We identified 13 (87%) patients with LAAA and 2 (13%) with RAAA. At diagnosis, 11 (73%) were female, mean age was 51.4 ± 18.8 years, and ejection fraction 56.5 ± 13.1%. Three (20%) patients had congenital heart disease including 2 (13%) with atrioventricular septal defects and 1 (7%) with congenitally corrected transposition. LAAA/RAAA was diagnosed due to new-onset atrial fibrillation (AF) in 6 (40%) patients and embolic stroke in 2 (13%). Ten patients had preexisting AF diagnosed 2.9 ± 1.4 years earlier at a mean age of 50.2 ± 15.5 years. Thrombus within the aneurysm was identified in 2 (15%) LAAA patients. All patients were on anticoagulation and follow-up of the cohort from diagnosis was 7.1 ± 6.2 years. Eleven (73%) patients were surgically managed with 7 (64%) lesions excised, 1 (9%) stapled, and 3 (27%) ligated. Postoperative complications occurred in 2 (18%) patients with 1 (7%) developing tricuspid regurgitation and another with pericardial effusion and tamponade.
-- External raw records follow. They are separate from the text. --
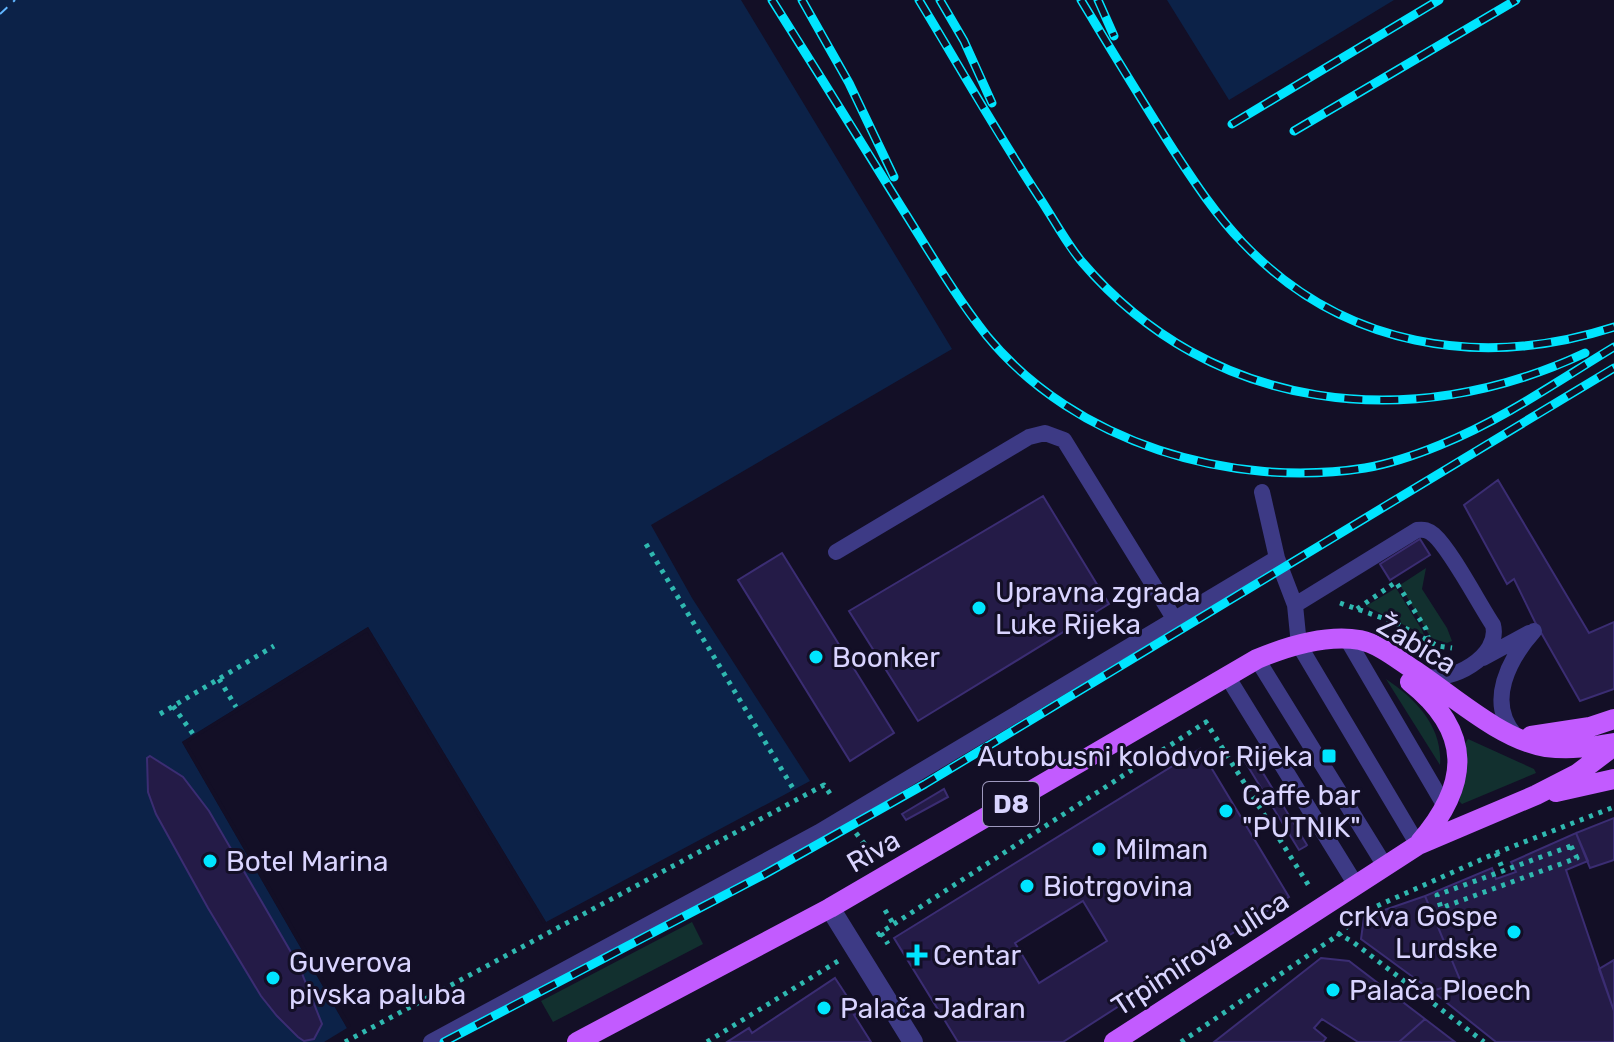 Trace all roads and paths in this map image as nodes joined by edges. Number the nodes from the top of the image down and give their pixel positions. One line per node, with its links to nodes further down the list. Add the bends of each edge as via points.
1 (1262, 492): 4 (lane)
2 (646, 544): 29 (path)
3 (836, 552): 8 (lane, via 1029,437 1045,433 1064,440)
4 (1277, 558): 6 (lane); 8 (lane)
5 (1331, 603): 7 (path)
6 (1295, 605): 11 (lane); 15 (lane, via 1422,529 1438,539 1494,629 1493,639)
7 (1357, 609): 10 (path); 10 (path, via 1396,582)
8 (1175, 620): 47 (lane, via 819,832)
9 (1347, 639): 11 (main road, Žabica / D8); 17 (main road, Žabica / D8, via 1371,644); 32 (lane); 32 (main road, via 1422,692 1446,719 1459,766)
10 (1429, 642): 13 (path)
11 (1299, 645): 14 (main road, Žabica / D8); 33 (lane)
12 (274, 646): 18 (path)
13 (1454, 649)
14 (1257, 659): 16 (main road, Žabica / D8); 35 (lane)
15 (1475, 662): 17 (lane, via 1450,677); 25 (lane, via 1534,631 1501,690 1504,720)
16 (1227, 676): 19 (main road, Žabica / D8); 37 (lane)
17 (1423, 676): 25 (main road, Žabica / D8, via 1481,718)
18 (219, 679): 20 (path); 21 (path)
19 (1191, 697): 39 (main road, Riva / D8)
20 (173, 706): 22 (path); 24 (path)
21 (236, 707)
22 (160, 714)
23 (1614, 719): 25 (main road, via 1557,733)
24 (193, 734)
25 (1515, 735): 26 (main road, Žabica / D8, via 1558,748)
26 (1614, 745): 30 (main road, Žabica, via 1577,774)
27 (1614, 779): 30 (main road)
28 (824, 785): 46 (path)
29 (794, 790)
30 (1536, 795): 33 (main road, Žabica)
31 (1614, 807): 34 (path)
32 (1446, 808): 33 (main road)
33 (1418, 845): 35 (main road, Žabica)
34 (1496, 853): 36 (path); 43 (path, via 1360,913)
35 (1385, 866): 37 (main road, Žabica)
36 (1504, 872): 36 (path, via 1571,846 1577,858 1441,908 1437,895)
37 (1356, 885): 38 (main road, Žabica)
38 (1315, 902): 41 (path, via 1206,722); 51 (main road, Trpimirova ulica)
39 (830, 908): 48 (main road, Riva / D8); 50 (street)
40 (885, 910): 41 (path)
41 (894, 925): 44 (path, via 879,934)
42 (1330, 930): 43 (path)
43 (1341, 933): 52 (path); 53 (path)
44 (888, 944)
45 (838, 960): 49 (path)
46 (345, 1042)
47 (431, 1042)
48 (577, 1042)
49 (707, 1042)
50 (913, 1042)
51 (1114, 1042)
52 (1181, 1042)
53 (1484, 1042) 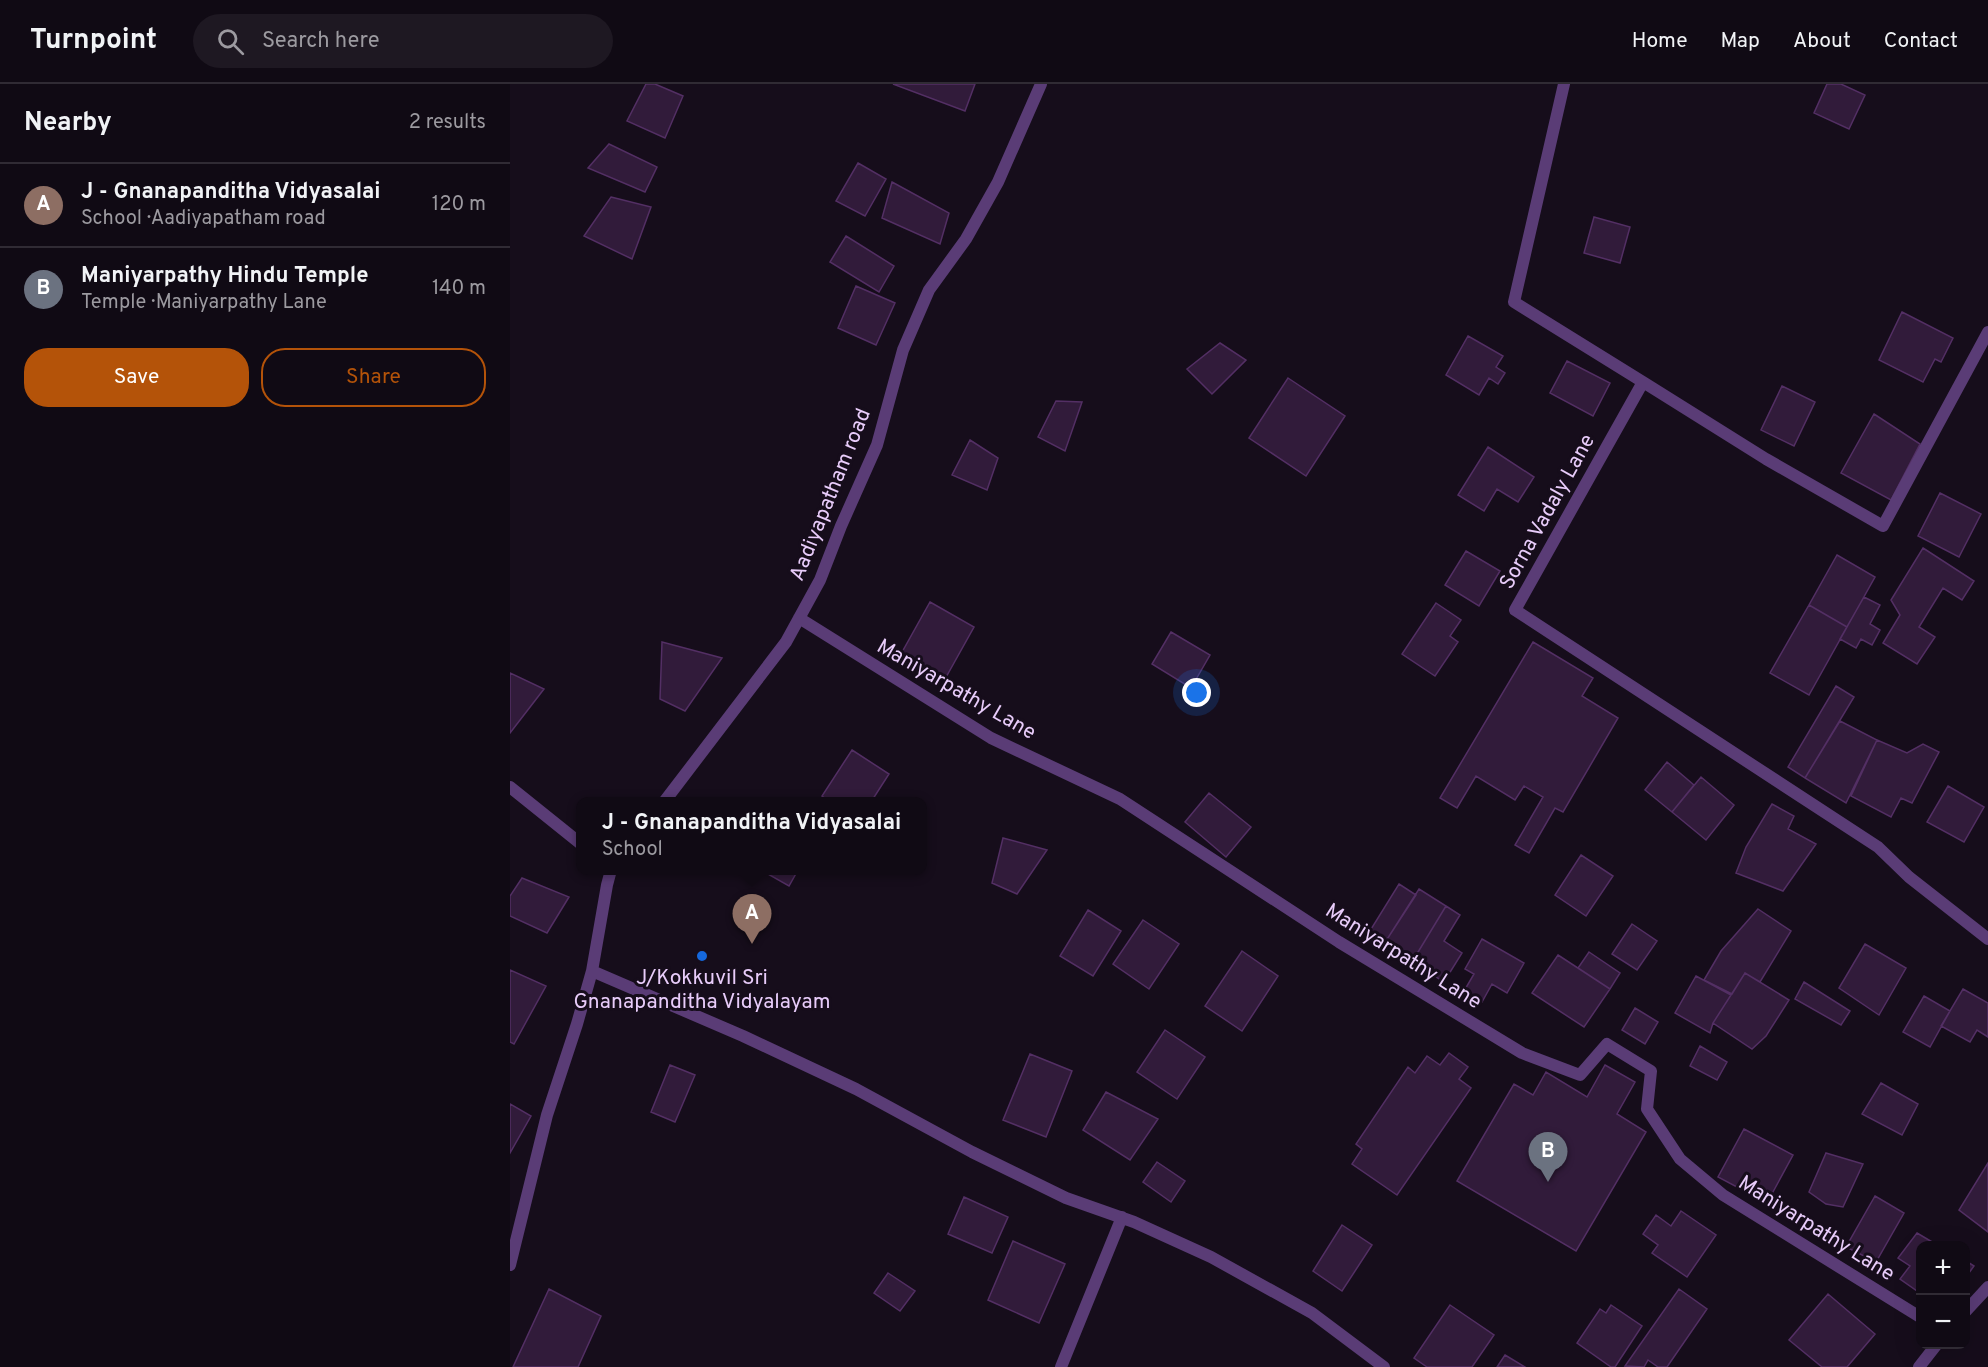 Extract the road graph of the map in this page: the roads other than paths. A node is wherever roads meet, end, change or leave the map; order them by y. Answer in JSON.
{"nodes":[{"id":1,"x":1041,"y":84,"type":"edge"},
{"id":2,"x":1564,"y":84,"type":"edge"},
{"id":3,"x":1988,"y":332,"type":"edge"},
{"id":4,"x":1643,"y":382,"type":"junction"},
{"id":5,"x":799,"y":618,"type":"junction"},
{"id":6,"x":510,"y":787,"type":"edge"},
{"id":7,"x":667,"y":797,"type":"edge"},
{"id":8,"x":576,"y":840,"type":"edge"},
{"id":9,"x":610,"y":875,"type":"edge"},
{"id":10,"x":1988,"y":939,"type":"edge"},
{"id":11,"x":592,"y":971,"type":"junction"},
{"id":12,"x":1122,"y":1217,"type":"junction"},
{"id":13,"x":510,"y":1265,"type":"edge"},
{"id":14,"x":1988,"y":1287,"type":"edge"},
{"id":15,"x":1970,"y":1306,"type":"edge"},
{"id":16,"x":1916,"y":1315,"type":"edge"},
{"id":17,"x":1933,"y":1349,"type":"edge"},
{"id":18,"x":1061,"y":1367,"type":"edge"},
{"id":19,"x":1384,"y":1367,"type":"edge"},
{"id":20,"x":1919,"y":1367,"type":"edge"}],
"edges":[{"from":1,"to":5,"type":"street","name":"Aadiyapatham road"},
{"from":2,"to":4,"type":"street"},
{"from":3,"to":4,"type":"street"},
{"from":4,"to":10,"type":"street","name":"Sorna Vadaly Lane"},
{"from":5,"to":7,"type":"street","name":"Aadiyapatham road"},
{"from":5,"to":16,"type":"street","name":"Maniyarpathy Lane"},
{"from":6,"to":8,"type":"street"},
{"from":9,"to":11,"type":"street"},
{"from":11,"to":12,"type":"street"},
{"from":11,"to":13,"type":"street"},
{"from":12,"to":18,"type":"street"},
{"from":12,"to":19,"type":"street"},
{"from":14,"to":15,"type":"street"},
{"from":17,"to":20,"type":"street"}]}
Atrial appendage aneurysm is a rare disease and nearly half of patients present with AF. Surgical treatment with concomitant AF ablation is a reasonable and safe management option.
左心房(LAAA)和右心房(RAAA)的心房附件瘤是罕见的疾病,其自然病史、管理和长期结果尚未得到充分研究。
本回顾性研究包括 2000 年至 2021 年期间在我院使用电子搜索工具发现的所有患有心房附件瘤的患者。通过多模态成像和术中发现确认 LAAA 和 RAAA。
我们共发现 13 例(87%)LAAA 和 2 例(13%)RAAA。诊断时,11 例(73%)为女性,平均年龄为 51.4±18.8 岁,射血分数为 56.5±13.1%。3 例(20%)患者患有先天性心脏病,包括 2 例(13%)房间隔缺损和 1 例(7%)矫正型大动脉转位。6 例(40%)患者因新发心房颤动(AF)和 2 例(13%)因脑栓塞而诊断为 LAAA/RAAA。10 例患者有既往 AF,诊断时间为 2.9±1.4 年前,平均年龄为 50.2±15.5 岁。2 例(15%)LAAA 患者的瘤体内发现血栓。所有患者均接受抗凝治疗,从诊断开始对该队列的随访时间为 7.1±6.2 年。11 例(73%)患者接受手术治疗,其中 7 例(64%)行病变切除术,1 例(9%)行缝合术,3 例(27%)行结扎术。2 例(18%)患者术后出现并发症,其中 1 例(7%)发生三尖瓣反流,另 1 例发生心包积液和心包填塞。
心房附件瘤是一种罕见的疾病,近一半的患者表现为 AF。同时进行房颤消融术的手术治疗是一种合理且安全的治疗选择。